WORK TO COMPLETE
Count the lines below that contain "bridge". Answer with the number alone.

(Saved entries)
+ + + + + + +
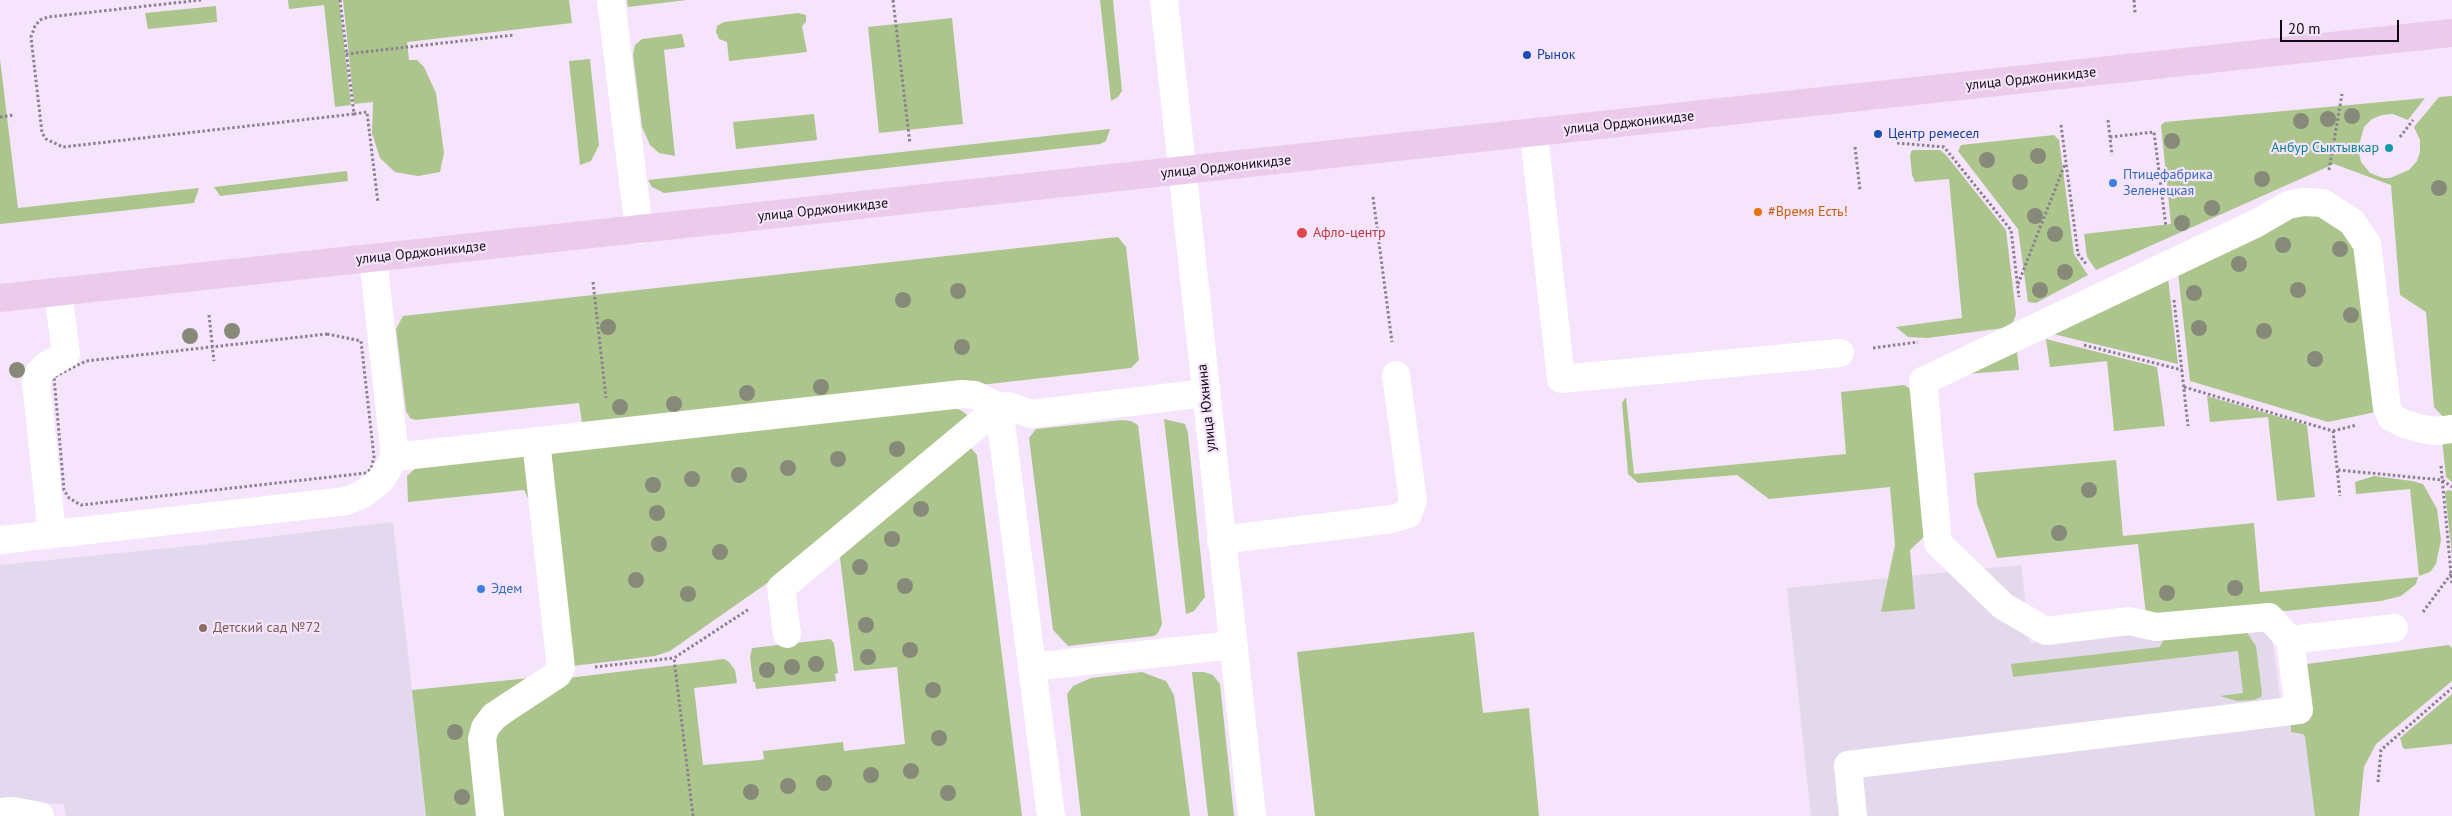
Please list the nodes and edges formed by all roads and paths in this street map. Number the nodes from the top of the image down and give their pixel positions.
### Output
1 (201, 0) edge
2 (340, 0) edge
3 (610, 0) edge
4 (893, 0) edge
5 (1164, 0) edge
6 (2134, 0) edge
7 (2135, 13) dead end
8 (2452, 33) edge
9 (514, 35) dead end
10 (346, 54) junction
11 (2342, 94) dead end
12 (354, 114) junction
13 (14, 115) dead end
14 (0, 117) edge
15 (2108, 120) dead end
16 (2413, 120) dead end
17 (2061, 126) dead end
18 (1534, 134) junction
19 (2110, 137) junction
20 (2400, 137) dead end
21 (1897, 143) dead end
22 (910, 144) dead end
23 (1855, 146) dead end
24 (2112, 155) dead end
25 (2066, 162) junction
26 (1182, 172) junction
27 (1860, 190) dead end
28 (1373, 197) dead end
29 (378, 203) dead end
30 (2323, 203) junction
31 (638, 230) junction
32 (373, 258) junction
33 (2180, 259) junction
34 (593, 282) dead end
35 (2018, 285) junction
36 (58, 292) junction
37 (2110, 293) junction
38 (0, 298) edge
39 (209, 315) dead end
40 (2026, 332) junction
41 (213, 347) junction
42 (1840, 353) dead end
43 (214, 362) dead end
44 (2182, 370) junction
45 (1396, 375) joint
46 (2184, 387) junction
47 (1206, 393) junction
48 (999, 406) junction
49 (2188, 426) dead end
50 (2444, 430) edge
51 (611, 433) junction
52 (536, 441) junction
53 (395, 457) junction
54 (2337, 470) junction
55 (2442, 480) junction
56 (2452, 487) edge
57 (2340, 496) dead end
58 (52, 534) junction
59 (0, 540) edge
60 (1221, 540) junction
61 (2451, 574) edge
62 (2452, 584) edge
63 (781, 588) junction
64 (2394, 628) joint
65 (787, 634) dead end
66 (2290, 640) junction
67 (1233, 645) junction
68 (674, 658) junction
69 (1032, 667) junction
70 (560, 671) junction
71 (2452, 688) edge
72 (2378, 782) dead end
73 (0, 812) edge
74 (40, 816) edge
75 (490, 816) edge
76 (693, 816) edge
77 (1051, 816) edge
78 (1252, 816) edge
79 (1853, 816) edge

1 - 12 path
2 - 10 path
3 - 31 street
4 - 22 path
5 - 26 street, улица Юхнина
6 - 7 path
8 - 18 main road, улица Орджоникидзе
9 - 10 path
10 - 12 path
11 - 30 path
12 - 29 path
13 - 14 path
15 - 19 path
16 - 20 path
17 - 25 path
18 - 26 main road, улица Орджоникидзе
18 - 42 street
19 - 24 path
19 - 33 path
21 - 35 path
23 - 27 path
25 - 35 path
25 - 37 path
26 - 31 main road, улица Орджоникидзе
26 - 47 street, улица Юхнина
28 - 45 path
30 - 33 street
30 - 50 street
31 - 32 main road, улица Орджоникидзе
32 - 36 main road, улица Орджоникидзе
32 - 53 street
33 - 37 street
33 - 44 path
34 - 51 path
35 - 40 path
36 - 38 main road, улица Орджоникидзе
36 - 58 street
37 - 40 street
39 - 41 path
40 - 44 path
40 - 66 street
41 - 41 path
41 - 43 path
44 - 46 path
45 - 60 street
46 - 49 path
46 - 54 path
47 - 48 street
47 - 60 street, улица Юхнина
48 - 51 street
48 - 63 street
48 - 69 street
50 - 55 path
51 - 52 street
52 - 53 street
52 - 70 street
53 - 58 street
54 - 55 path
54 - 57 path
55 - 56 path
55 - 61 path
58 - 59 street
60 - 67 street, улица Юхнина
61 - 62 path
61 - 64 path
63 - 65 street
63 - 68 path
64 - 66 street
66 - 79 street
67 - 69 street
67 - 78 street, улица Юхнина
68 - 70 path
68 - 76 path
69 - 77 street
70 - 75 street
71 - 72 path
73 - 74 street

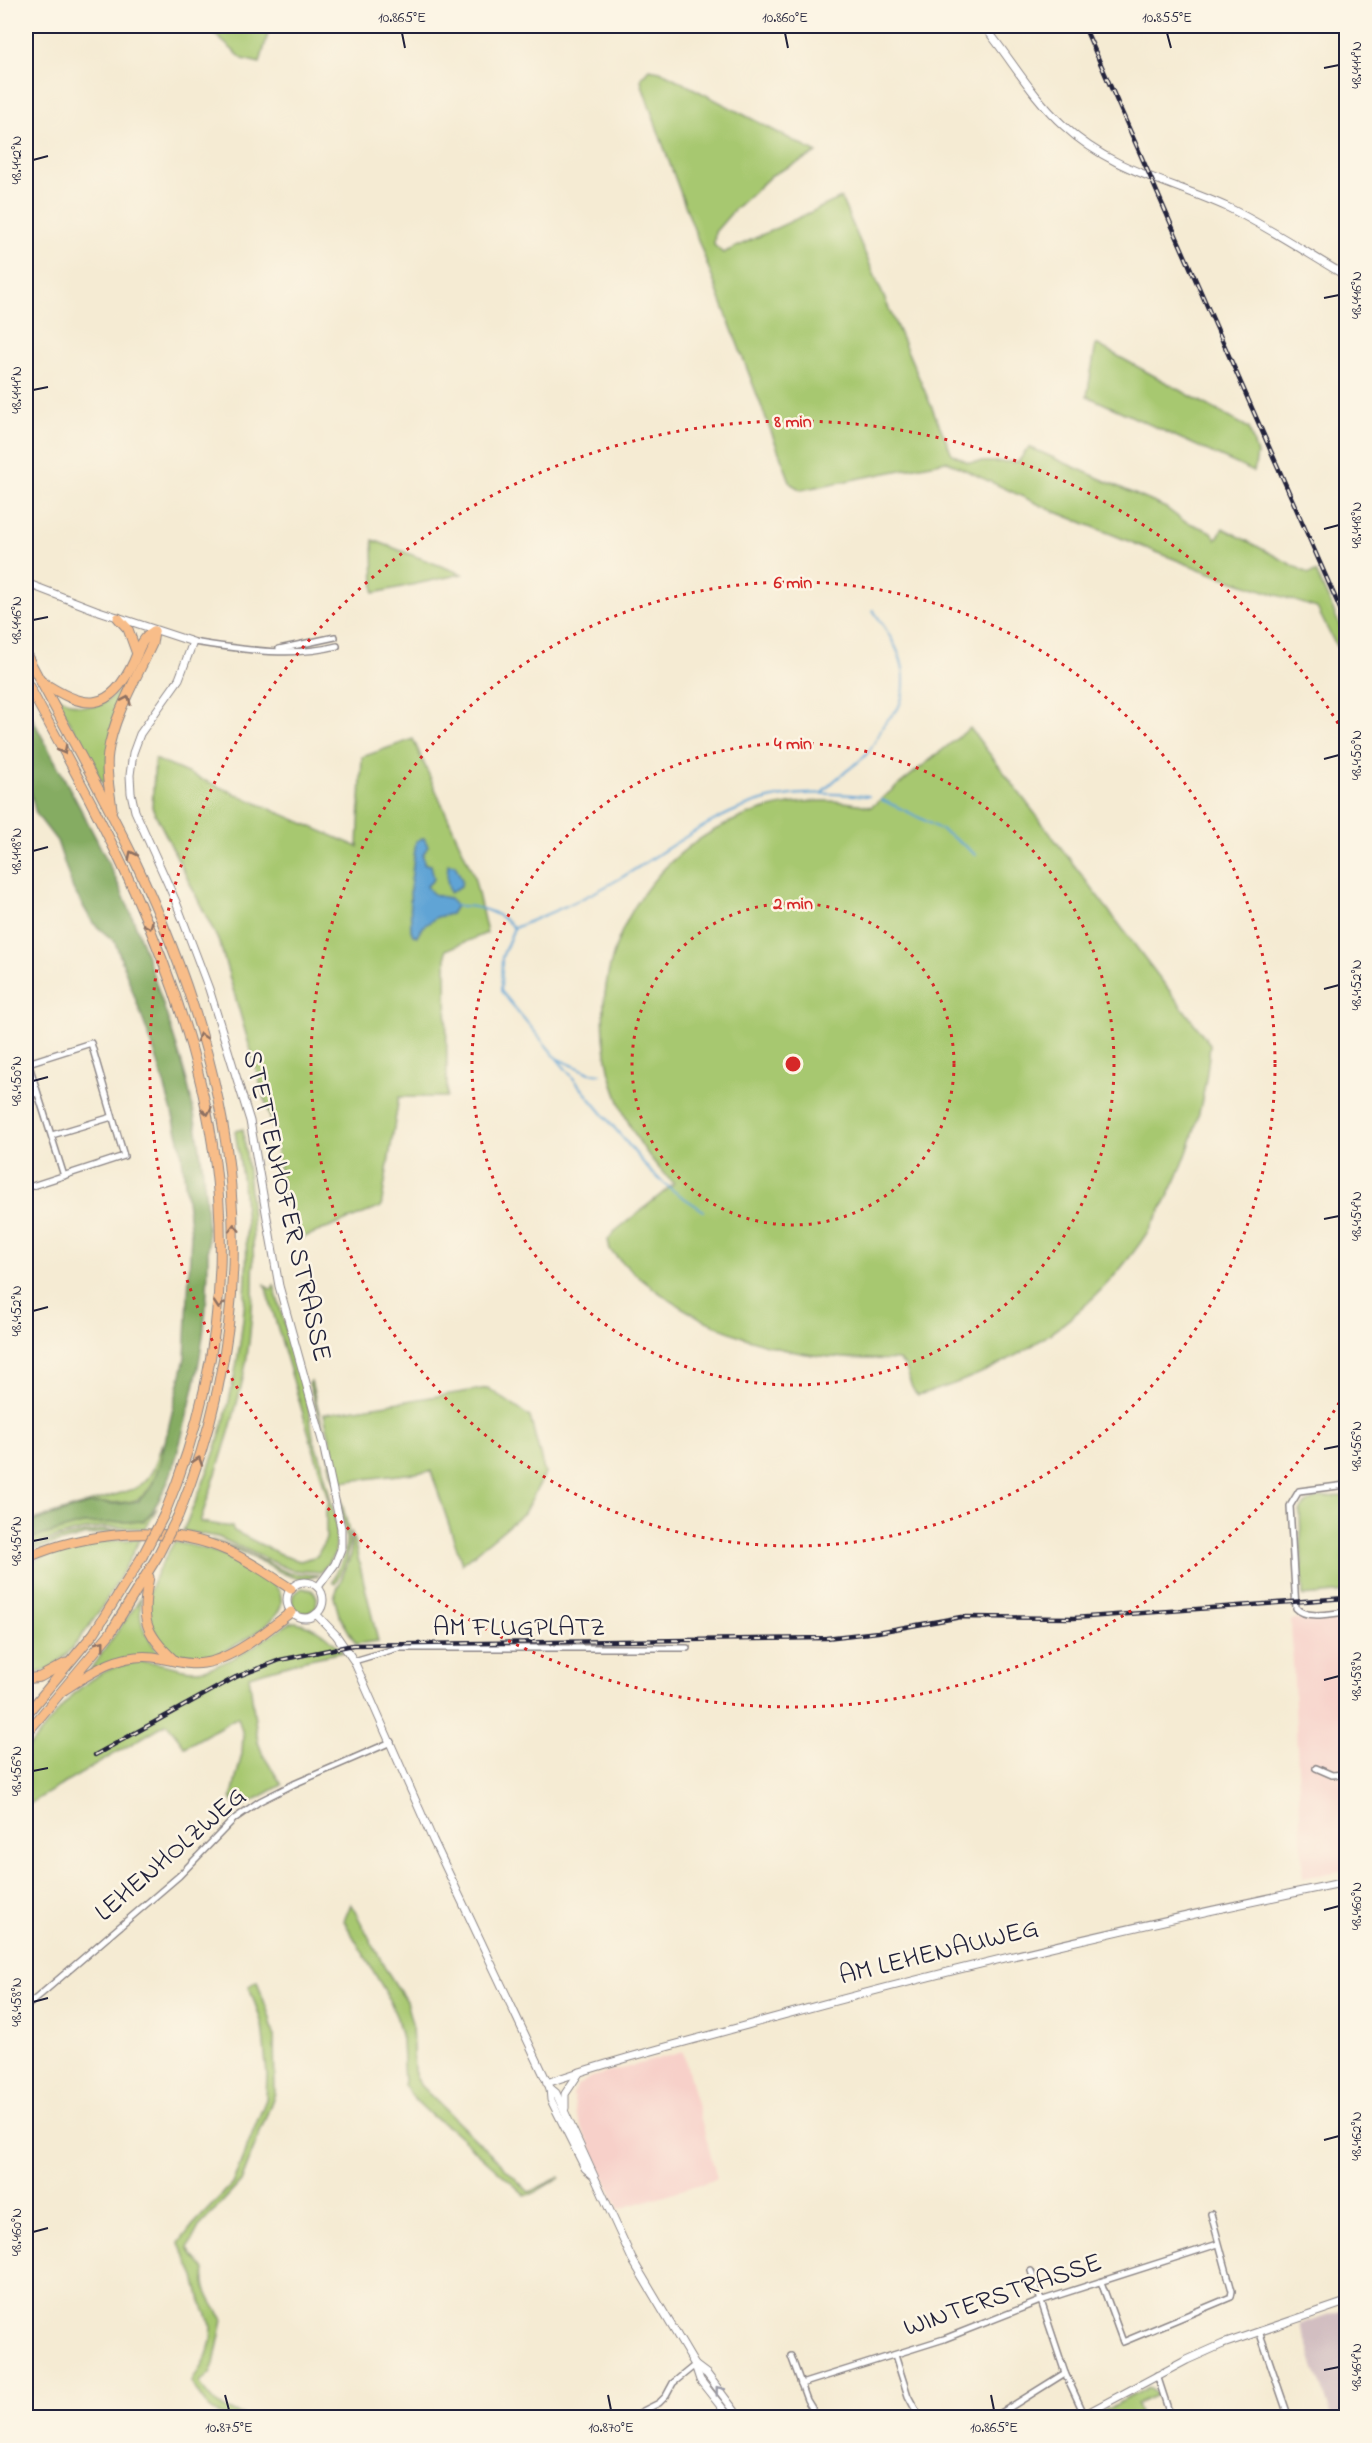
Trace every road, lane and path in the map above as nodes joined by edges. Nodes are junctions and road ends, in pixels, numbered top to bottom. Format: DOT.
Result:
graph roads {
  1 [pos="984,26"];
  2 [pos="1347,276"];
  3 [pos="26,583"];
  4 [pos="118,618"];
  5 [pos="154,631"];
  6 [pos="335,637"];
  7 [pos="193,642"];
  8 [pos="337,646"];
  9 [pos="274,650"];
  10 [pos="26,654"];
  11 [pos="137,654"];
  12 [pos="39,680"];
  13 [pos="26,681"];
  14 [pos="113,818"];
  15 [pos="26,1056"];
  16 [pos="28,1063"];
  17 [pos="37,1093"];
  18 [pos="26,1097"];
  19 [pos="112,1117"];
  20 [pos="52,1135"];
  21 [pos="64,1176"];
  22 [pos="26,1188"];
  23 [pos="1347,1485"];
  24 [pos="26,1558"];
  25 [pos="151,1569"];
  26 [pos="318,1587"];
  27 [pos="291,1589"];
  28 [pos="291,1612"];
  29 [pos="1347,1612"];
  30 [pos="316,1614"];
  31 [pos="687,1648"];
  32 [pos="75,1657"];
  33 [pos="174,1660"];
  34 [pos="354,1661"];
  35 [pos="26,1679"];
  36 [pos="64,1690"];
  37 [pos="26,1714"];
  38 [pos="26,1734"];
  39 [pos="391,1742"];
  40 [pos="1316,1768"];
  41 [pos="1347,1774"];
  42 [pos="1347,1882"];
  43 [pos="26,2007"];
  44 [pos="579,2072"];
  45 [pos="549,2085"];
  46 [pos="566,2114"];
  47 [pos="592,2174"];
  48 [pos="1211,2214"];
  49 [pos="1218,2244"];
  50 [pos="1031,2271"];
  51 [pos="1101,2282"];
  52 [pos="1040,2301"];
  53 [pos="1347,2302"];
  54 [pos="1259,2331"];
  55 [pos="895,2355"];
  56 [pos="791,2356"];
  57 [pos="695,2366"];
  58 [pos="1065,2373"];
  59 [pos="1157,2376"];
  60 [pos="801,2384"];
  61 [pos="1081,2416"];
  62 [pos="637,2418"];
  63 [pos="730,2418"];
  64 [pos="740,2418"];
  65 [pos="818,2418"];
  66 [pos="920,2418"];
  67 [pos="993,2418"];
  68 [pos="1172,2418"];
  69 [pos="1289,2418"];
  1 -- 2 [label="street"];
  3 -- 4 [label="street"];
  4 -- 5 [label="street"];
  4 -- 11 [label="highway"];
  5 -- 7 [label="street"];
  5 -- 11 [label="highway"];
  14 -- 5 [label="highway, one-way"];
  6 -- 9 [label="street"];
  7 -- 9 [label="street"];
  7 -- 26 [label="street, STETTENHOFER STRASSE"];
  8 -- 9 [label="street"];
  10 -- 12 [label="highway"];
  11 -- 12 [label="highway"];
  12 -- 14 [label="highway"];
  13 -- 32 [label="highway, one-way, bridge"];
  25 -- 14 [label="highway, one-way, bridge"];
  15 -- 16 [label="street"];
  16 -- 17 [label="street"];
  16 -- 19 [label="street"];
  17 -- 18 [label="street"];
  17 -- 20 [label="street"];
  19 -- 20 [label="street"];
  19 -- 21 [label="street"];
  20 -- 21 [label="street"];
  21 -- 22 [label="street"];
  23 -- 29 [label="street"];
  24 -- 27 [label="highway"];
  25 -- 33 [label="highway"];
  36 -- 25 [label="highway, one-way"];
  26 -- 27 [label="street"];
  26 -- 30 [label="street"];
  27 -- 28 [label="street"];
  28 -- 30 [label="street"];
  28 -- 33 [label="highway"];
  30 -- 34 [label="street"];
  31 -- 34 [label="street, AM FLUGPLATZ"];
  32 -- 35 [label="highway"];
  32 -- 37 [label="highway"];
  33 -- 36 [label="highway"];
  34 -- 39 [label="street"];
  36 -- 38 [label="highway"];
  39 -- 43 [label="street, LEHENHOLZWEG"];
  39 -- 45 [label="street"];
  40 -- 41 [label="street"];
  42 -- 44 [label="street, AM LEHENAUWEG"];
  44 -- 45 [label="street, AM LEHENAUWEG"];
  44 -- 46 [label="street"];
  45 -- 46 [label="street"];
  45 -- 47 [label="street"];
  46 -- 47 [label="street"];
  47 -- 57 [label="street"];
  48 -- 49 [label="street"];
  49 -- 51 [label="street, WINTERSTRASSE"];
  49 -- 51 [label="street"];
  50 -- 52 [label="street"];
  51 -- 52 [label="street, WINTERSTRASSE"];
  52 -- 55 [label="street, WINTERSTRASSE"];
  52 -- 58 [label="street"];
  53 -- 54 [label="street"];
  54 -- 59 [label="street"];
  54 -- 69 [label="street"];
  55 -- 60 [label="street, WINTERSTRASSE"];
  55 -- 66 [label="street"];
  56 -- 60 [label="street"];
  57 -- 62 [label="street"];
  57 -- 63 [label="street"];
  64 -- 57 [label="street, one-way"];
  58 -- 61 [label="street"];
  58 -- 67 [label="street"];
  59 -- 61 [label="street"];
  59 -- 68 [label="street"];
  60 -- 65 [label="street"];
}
+ + + + + + +
OUTPUT OF THE EXERCISE
2